PROVIDED MATERIAL START

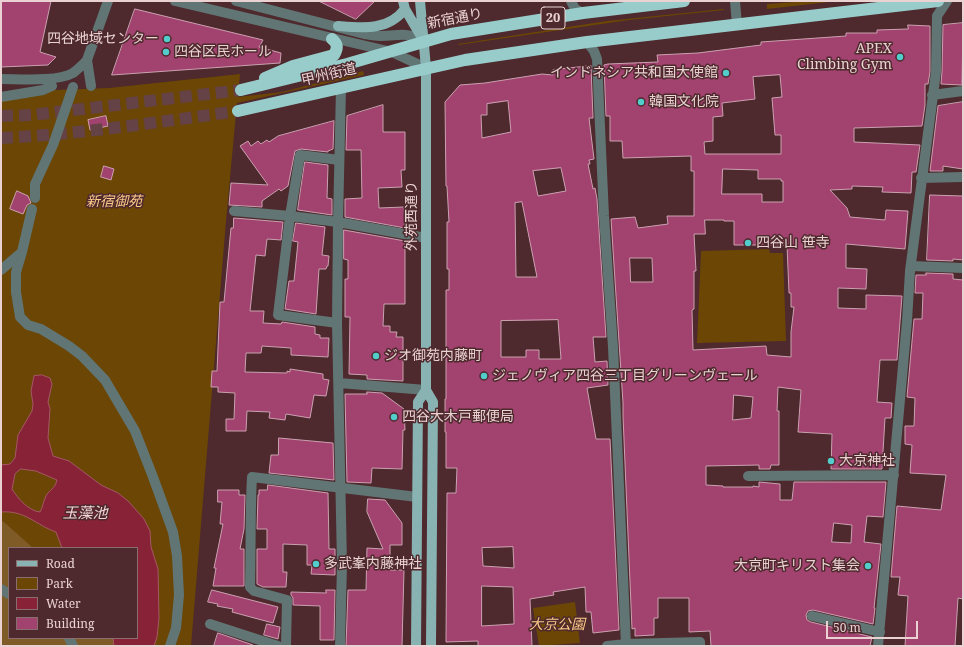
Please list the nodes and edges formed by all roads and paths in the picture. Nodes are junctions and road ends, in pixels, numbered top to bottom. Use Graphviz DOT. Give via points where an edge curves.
graph roads {
  1 [pos="108,1"];
  2 [pos="175,1"];
  3 [pos="236,1"];
  4 [pos="420,1"];
  5 [pos="571,1"];
  6 [pos="684,1"];
  7 [pos="735,1"];
  8 [pos="938,1"];
  9 [pos="947,1"];
  10 [pos="258,4"];
  11 [pos="404,5"];
  12 [pos="584,13"];
  13 [pos="737,25"];
  14 [pos="338,26"];
  15 [pos="332,39"];
  16 [pos="424,41"];
  17 [pos="587,42"];
  18 [pos="392,52"];
  19 [pos="426,68"];
  20 [pos="1,80"];
  21 [pos="52,86"];
  22 [pos="72,87"];
  23 [pos="341,88"];
  24 [pos="963,91"];
  25 [pos="932,95"];
  26 [pos="1,97"];
  27 [pos="238,111"];
  28 [pos="339,160"];
  29 [pos="963,177"];
  30 [pos="921,178"];
  31 [pos="35,198"];
  32 [pos="32,209"];
  33 [pos="234,211"];
  34 [pos="290,216"];
  35 [pos="338,222"];
  36 [pos="426,238"];
  37 [pos="22,252"];
  38 [pos="911,266"];
  39 [pos="963,268"];
  40 [pos="1,270"];
  41 [pos="337,323"];
  42 [pos="339,383"];
  43 [pos="426,390"];
  44 [pos="894,475"];
  45 [pos="748,476"];
  46 [pos="341,488"];
  47 [pos="417,497"];
  48 [pos="812,616"];
  49 [pos="210,624"];
  50 [pos="880,632"];
  51 [pos="626,645"];
  52 [pos="170,646"];
  53 [pos="278,646"];
  54 [pos="286,646"];
  55 [pos="340,646"];
  56 [pos="416,646"];
  57 [pos="432,646"];
  58 [pos="607,646"];
  59 [pos="700,646"];
  60 [pos="878,646"];
  1 -- 20 [label="street" via="84,63 72,73 52,78"];
  2 -- 15 [label="street"];
  3 -- 10 [label="street, 新宿通り"];
  4 -- 16 [label="main road, 外苑西通り"];
  5 -- 12 [label="street" via="574,8"];
  6 -- 12 [label="highway, 新宿通り / 20"];
  7 -- 13 [label="street"];
  8 -- 13 [label="highway, 20"];
  9 -- 25 [label="street" via="937,16 936,72"];
  10 -- 14 [label="street, 新宿通り"];
  11 -- 14 [label="main road" via="400,16 375,28"];
  11 -- 16 [label="main road, 外苑西通り"];
  12 -- 16 [label="highway, 新宿通り / 20" via="451,34"];
  13 -- 17 [label="highway, 20"];
  14 -- 16 [label="street, 新宿通り" via="380,36 411,35"];
  15 -- 18 [label="street"];
  15 -- 18 [label="highway, 甲州街道 / 20" via="337,46 334,56 293,66 241,90"];
  16 -- 18 [label="highway, 甲州街道 / 20"];
  16 -- 19 [label="main road, 外苑西通り"];
  17 -- 19 [label="highway, 20"];
  17 -- 51 [label="street" via="597,59 604,216 614,354"];
  18 -- 19 [label="street"];
  19 -- 23 [label="highway, 甲州街道 / 20"];
  19 -- 36 [label="main road, 外苑西通り"];
  21 -- 26 [label="street" via="43,90"];
  22 -- 31 [label="street" via="53,145 35,184"];
  23 -- 27 [label="highway, 甲州街道 / 20"];
  23 -- 28 [label="street"];
  24 -- 25 [label="street"];
  25 -- 30 [label="street"];
  28 -- 34 [label="street" via="300,156"];
  28 -- 35 [label="street"];
  29 -- 30 [label="street"];
  30 -- 38 [label="street"];
  32 -- 37 [label="street"];
  33 -- 34 [label="street"];
  34 -- 35 [label="street"];
  34 -- 41 [label="street" via="278,314"];
  35 -- 36 [label="street"];
  35 -- 41 [label="street"];
  36 -- 43 [label="main road, 外苑西通り"];
  37 -- 40 [label="street"];
  37 -- 52 [label="street" via="16,272 20,317 28,325 41,329 69,346 105,380 135,432 153,477 173,532 177,556 179,595 176,628"];
  38 -- 39 [label="street"];
  38 -- 44 [label="street"];
  41 -- 42 [label="street"];
  42 -- 43 [label="street"];
  42 -- 46 [label="street"];
  43 -- 47 [label="main road, 外苑西通り" via="418,402"];
  43 -- 57 [label="main road, 外苑西通り" via="433,402"];
  44 -- 45 [label="street"];
  44 -- 50 [label="street"];
  46 -- 47 [label="street"];
  46 -- 54 [label="street" via="252,477 250,587 254,591 286,600"];
  46 -- 55 [label="street"];
  47 -- 56 [label="main road, 外苑西通り"];
  48 -- 50 [label="street"];
  49 -- 53 [label="street"];
  50 -- 60 [label="street"];
  51 -- 58 [label="street"];
  51 -- 59 [label="street" via="700,642"];
}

PROVIDED MATERIAL END

* _EXERCISE DESCRIPTION_
Exactly how many lines in the records above hold the string "roads"? Reply with that number only.

* _RESULT FOR THIS EXERCISE_
2